Good questing, and while we are at it:
- What is the optimum GAP length for 10 sector format (Dead on Time)?
- How should the GAP length in DSK Images be interpreted? In the Dead on Time Image it's oviously bogus.
Yes these are good questions.

Markus' message is the result of a conversation we had together. He was working on improving the timing so that Orion Prime would run better under javacpc.

Following this I wrote a test program that checks the timing on a real CPC it checks:

1. if we have two sectors, c1 and c2, ordered like this: c1,c2 it checks the timing between these
2. if we have two sectors, c1 and c2, with a sector in the middle like this: c1,c6,c2 then it checks the timing between c1 and c2 (so takes into account the timing of ignoring c6)
3. if we have c1 at the end of a track and c2 at the beginning it times this (the final gap at the end of the track and the size of the data inserted before the first sector)
4. if we have 1 sector c1 at the beginning of the track and we try to read c2, which doesn't exist, find the time for this before fdc gives up.

Basically these should confirm timings we already know. And for the first two tests they were exactly as we expected.

The GAP size can be calculated based on the number and sizes of the sectors, and based on the MFM disc structure. But I can't say what is the optimal gap because this may depend on the loader and the fdc.

For each sector there is 62 bytes required + size of sector's data.
At the beginning of the track there is 146 bytes from start of index pulse.
Track size is approx 6250 bytes long.
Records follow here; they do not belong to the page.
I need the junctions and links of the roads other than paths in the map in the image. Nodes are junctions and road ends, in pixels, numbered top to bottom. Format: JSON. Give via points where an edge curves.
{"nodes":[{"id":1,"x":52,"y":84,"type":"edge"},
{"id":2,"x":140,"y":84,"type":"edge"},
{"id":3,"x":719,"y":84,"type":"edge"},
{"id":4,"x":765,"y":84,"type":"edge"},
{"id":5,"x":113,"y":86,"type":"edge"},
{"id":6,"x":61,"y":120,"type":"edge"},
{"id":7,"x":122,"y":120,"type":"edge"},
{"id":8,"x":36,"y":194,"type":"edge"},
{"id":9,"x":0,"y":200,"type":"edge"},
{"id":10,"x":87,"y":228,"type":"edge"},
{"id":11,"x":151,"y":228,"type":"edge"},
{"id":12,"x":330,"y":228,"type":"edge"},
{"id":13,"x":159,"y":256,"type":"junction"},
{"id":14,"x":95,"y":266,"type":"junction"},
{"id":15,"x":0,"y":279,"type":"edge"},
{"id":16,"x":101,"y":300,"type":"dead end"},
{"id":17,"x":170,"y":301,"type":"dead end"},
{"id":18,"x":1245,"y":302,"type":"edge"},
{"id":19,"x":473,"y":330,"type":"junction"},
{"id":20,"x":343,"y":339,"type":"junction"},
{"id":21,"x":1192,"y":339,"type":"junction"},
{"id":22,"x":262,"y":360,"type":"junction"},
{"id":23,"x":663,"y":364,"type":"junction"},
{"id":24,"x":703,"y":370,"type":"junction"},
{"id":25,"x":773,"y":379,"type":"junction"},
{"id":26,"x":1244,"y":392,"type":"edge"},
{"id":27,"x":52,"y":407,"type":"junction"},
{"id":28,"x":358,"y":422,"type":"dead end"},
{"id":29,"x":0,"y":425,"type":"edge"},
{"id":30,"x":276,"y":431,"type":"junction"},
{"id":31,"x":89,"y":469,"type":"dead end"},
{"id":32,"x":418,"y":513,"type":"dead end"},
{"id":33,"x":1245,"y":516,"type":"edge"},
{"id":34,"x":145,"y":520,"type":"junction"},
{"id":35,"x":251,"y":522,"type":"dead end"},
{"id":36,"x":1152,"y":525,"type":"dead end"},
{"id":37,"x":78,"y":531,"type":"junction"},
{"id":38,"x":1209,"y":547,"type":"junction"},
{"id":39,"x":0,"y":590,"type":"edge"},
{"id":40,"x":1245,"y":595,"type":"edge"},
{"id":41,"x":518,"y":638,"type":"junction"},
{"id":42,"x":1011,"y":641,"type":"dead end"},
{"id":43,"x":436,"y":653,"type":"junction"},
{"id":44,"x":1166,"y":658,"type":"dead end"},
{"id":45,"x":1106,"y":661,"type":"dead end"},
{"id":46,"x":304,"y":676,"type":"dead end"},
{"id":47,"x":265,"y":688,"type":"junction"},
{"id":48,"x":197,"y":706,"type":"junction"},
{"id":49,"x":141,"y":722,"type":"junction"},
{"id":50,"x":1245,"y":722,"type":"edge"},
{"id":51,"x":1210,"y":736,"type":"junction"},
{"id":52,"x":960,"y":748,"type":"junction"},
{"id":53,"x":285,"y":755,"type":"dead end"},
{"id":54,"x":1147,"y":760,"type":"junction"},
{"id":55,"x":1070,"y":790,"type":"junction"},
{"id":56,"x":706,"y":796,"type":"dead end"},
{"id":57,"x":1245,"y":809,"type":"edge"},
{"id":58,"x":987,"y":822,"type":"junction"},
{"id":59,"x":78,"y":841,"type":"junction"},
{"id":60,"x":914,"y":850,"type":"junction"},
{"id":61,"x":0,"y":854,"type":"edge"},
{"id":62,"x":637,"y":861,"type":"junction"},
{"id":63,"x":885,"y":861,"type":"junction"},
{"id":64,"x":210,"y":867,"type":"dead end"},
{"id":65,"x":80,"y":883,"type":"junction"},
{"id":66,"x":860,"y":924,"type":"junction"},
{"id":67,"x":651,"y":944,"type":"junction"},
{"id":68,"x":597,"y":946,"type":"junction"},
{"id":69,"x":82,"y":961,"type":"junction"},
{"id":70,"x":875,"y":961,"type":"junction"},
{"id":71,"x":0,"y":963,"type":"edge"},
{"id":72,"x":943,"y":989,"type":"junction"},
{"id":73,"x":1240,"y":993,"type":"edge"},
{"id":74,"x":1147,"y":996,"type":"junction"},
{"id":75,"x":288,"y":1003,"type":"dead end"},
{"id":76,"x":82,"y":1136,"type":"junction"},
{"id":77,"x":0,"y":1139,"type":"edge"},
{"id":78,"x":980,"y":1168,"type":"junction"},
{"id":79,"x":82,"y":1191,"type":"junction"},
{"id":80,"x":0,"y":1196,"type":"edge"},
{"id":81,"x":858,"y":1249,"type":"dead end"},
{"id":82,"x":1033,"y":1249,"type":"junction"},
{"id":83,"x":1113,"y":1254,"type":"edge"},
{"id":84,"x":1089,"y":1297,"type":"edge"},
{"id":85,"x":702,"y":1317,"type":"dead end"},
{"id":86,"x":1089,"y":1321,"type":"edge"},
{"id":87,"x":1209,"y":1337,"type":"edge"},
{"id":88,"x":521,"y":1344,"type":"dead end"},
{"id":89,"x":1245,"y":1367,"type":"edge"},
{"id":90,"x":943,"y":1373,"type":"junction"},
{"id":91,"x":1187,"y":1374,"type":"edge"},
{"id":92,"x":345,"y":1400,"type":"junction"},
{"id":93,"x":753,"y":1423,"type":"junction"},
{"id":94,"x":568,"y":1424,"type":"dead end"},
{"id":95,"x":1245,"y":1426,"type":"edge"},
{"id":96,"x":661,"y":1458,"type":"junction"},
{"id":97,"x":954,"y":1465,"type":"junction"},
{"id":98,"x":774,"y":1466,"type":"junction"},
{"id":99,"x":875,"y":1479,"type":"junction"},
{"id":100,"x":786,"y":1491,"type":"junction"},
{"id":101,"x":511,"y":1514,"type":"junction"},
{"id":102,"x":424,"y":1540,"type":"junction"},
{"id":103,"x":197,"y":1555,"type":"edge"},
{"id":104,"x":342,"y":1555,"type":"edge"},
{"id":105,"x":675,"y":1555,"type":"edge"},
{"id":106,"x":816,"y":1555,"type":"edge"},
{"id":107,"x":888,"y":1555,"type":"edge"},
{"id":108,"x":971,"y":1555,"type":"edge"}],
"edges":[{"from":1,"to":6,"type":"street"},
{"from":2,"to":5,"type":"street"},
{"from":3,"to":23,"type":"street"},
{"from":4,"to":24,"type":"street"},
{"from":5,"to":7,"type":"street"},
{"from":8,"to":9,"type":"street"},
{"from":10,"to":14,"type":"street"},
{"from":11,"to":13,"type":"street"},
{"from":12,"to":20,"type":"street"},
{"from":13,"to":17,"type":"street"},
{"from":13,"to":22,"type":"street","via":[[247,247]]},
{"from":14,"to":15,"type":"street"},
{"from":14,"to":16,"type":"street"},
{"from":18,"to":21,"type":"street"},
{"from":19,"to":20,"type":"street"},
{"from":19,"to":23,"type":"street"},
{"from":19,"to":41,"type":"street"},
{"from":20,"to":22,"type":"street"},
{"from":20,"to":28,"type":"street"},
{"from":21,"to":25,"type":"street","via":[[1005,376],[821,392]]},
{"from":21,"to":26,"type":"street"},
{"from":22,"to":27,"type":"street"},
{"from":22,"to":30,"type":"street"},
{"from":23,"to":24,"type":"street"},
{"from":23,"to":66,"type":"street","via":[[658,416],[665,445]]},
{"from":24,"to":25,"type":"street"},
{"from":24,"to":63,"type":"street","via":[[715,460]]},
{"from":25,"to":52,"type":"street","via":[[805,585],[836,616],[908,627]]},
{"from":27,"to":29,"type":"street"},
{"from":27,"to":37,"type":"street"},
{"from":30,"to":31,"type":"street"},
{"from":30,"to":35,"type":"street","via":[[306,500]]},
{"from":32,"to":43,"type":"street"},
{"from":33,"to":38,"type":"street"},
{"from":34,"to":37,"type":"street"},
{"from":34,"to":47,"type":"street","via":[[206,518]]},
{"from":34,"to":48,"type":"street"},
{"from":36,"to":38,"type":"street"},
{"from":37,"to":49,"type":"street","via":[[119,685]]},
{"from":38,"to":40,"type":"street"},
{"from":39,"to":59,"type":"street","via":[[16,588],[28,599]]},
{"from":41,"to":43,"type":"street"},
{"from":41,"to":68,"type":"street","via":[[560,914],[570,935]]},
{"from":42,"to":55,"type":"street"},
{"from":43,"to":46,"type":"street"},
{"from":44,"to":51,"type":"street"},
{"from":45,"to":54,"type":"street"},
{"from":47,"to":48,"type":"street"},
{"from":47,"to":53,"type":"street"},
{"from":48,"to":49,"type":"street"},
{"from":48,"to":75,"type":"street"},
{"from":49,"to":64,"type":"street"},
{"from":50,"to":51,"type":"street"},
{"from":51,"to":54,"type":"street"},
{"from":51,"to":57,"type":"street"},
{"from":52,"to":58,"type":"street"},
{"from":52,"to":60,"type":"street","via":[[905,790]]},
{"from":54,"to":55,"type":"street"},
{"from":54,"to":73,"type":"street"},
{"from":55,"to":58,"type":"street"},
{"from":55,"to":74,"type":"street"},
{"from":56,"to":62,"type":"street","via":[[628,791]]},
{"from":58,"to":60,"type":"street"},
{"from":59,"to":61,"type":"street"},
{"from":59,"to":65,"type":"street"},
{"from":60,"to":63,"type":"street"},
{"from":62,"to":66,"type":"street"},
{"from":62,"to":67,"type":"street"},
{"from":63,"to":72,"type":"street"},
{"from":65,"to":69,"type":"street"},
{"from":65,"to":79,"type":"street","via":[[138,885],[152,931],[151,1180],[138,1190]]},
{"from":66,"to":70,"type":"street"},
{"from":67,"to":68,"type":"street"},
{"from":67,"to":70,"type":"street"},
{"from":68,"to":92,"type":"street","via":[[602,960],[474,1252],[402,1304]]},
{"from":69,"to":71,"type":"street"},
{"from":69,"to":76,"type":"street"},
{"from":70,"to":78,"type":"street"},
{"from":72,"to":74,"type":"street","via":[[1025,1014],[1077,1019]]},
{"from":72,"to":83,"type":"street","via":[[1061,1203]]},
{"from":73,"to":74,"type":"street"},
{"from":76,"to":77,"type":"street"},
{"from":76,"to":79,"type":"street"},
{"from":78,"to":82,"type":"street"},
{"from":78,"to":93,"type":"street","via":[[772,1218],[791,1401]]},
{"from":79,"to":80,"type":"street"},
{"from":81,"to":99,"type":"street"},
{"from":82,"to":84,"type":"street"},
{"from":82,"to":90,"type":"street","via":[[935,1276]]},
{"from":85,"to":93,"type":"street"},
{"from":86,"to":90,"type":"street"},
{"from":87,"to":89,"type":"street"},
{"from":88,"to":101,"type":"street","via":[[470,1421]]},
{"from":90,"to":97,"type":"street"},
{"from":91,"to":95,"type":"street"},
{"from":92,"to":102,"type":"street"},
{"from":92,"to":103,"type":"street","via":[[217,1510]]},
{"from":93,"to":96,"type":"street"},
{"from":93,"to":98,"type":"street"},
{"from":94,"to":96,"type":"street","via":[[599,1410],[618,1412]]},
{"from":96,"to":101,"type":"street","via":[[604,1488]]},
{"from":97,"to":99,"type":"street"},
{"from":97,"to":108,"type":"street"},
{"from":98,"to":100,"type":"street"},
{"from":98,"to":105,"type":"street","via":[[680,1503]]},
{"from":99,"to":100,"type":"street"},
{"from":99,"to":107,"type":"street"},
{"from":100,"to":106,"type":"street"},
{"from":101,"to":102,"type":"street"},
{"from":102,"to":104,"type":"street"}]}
The last gap can be a variable size and fills to the end of track.

The formula for a track with all sectors same size is:

gap = (6250-146- (num_sectors*(sector_size+62)))/num_sectors

This is an approx size and assumes the last gap on the track is the same as the gap between sectors.

I don't know if there is a minimum or maximum size for this gap.

Well on a dsk, I really don't know. Yeah the values are not really meaningful, so I guess calculate a gap that seems sensible and compare it. But then this will not work correct for dsks where the gap is very important (e.g. Orion Prime).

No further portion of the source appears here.